• Exercise materials
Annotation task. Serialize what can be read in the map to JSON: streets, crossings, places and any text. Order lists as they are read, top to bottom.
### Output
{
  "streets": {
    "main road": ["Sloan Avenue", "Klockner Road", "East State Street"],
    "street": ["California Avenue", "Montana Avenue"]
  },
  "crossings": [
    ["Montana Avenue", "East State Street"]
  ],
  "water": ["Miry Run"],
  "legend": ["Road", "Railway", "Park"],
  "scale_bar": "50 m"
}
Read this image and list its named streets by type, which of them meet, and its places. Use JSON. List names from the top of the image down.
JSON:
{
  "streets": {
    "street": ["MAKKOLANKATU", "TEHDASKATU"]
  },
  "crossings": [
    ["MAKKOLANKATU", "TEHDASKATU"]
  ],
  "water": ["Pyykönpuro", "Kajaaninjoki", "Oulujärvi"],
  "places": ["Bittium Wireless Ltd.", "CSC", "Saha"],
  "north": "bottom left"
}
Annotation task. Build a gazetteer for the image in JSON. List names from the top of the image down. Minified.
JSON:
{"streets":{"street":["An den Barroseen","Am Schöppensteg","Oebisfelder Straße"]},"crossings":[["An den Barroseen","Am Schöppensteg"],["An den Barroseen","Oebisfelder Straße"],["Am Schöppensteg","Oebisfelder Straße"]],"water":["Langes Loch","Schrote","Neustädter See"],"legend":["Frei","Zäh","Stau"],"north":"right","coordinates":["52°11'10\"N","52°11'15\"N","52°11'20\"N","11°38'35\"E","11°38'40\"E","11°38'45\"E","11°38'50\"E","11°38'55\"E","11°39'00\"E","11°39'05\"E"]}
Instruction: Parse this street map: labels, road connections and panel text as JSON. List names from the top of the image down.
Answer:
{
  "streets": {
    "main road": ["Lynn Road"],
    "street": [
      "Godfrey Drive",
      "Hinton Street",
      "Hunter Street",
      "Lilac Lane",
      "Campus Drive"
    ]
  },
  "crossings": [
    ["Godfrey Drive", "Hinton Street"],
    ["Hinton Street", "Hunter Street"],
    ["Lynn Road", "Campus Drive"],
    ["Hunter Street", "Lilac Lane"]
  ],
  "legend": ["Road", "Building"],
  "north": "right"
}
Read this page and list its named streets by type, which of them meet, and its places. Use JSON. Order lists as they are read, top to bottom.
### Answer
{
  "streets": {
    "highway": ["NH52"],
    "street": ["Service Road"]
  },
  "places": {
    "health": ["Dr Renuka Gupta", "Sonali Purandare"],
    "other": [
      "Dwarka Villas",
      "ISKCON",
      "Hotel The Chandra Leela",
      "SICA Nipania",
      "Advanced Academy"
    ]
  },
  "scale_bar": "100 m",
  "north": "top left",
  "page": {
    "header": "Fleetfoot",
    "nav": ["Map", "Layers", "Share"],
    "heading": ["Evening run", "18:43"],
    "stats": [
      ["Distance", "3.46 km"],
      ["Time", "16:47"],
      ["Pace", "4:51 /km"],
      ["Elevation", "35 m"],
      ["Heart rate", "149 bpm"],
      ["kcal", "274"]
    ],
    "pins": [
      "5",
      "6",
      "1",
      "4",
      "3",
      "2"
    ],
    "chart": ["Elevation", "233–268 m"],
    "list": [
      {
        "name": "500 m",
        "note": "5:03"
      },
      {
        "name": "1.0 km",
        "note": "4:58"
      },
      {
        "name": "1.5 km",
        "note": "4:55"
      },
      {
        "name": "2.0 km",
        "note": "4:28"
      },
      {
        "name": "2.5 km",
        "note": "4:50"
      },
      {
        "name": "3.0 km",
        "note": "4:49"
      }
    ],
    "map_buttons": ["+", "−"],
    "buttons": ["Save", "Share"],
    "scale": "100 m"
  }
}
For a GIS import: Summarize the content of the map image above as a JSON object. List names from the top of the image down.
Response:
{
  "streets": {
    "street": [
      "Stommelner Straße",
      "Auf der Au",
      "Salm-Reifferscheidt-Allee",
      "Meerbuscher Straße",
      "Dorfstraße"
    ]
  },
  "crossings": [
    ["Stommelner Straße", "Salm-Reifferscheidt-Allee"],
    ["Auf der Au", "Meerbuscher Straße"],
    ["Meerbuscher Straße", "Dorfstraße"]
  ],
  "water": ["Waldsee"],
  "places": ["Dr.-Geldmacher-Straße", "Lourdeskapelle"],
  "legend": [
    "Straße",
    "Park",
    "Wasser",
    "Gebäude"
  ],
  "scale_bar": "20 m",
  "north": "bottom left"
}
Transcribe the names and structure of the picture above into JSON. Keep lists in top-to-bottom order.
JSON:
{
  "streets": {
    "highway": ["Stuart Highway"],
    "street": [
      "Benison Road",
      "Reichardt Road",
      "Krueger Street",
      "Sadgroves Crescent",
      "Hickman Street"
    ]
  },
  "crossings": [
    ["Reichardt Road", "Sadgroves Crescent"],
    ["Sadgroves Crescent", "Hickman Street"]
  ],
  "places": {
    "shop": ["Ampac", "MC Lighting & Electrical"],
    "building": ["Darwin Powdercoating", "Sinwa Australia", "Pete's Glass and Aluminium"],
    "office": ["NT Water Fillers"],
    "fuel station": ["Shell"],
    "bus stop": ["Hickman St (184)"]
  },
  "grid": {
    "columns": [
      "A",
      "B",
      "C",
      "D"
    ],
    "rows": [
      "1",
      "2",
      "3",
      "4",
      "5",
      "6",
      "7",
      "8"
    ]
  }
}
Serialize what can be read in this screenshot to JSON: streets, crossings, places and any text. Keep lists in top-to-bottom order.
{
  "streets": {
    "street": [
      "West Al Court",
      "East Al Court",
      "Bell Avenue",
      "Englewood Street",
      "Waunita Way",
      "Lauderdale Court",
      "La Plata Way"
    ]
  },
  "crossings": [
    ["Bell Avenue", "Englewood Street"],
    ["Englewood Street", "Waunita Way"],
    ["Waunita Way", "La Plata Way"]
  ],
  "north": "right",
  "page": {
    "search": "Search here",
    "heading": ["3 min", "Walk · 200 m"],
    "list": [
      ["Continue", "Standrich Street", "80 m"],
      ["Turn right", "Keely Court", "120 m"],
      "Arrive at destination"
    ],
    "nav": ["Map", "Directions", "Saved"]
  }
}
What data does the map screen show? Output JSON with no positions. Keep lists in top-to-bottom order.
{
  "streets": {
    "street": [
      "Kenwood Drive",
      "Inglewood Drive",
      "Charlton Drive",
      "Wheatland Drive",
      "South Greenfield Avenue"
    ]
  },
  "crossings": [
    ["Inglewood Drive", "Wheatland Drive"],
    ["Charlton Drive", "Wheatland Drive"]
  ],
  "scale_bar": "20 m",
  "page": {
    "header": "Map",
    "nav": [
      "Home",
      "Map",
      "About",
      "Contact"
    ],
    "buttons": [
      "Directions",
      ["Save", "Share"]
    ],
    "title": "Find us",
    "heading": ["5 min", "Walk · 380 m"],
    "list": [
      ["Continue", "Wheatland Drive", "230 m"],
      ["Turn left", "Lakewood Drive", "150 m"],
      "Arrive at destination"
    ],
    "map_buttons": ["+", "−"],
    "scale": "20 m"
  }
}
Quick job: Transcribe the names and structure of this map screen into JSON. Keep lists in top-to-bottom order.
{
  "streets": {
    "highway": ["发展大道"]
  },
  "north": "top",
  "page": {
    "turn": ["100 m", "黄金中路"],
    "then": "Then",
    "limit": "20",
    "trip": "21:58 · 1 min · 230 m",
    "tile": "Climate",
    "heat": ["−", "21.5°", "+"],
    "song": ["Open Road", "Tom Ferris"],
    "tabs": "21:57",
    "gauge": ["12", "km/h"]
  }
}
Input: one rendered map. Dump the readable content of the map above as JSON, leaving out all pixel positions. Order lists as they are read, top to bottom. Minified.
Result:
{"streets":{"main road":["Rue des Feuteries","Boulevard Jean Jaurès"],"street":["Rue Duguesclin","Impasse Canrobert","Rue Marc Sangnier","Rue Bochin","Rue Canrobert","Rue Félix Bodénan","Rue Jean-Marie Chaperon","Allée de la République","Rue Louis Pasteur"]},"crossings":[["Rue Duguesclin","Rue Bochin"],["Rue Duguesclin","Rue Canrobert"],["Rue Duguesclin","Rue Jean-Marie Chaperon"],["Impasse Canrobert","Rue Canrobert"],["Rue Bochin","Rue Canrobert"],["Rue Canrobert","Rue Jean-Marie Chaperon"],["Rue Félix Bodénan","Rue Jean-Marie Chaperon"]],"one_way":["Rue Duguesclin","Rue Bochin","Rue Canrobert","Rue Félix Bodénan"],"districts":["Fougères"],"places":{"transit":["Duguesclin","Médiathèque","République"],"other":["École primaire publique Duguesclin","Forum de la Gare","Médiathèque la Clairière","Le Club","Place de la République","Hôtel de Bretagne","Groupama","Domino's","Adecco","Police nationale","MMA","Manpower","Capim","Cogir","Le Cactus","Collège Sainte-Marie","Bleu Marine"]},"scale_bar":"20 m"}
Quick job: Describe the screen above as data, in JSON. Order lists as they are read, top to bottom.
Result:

• Exercise description
For every line of the material that holds the word "Minified", make a copy.

• Your solution
Annotation task. Build a gazetteer for the image in JSON. List names from the top of the image down. Minified.
Input: one rendered map. Dump the readable content of the map above as JSON, leaving out all pixel positions. Order lists as they are read, top to bottom. Minified.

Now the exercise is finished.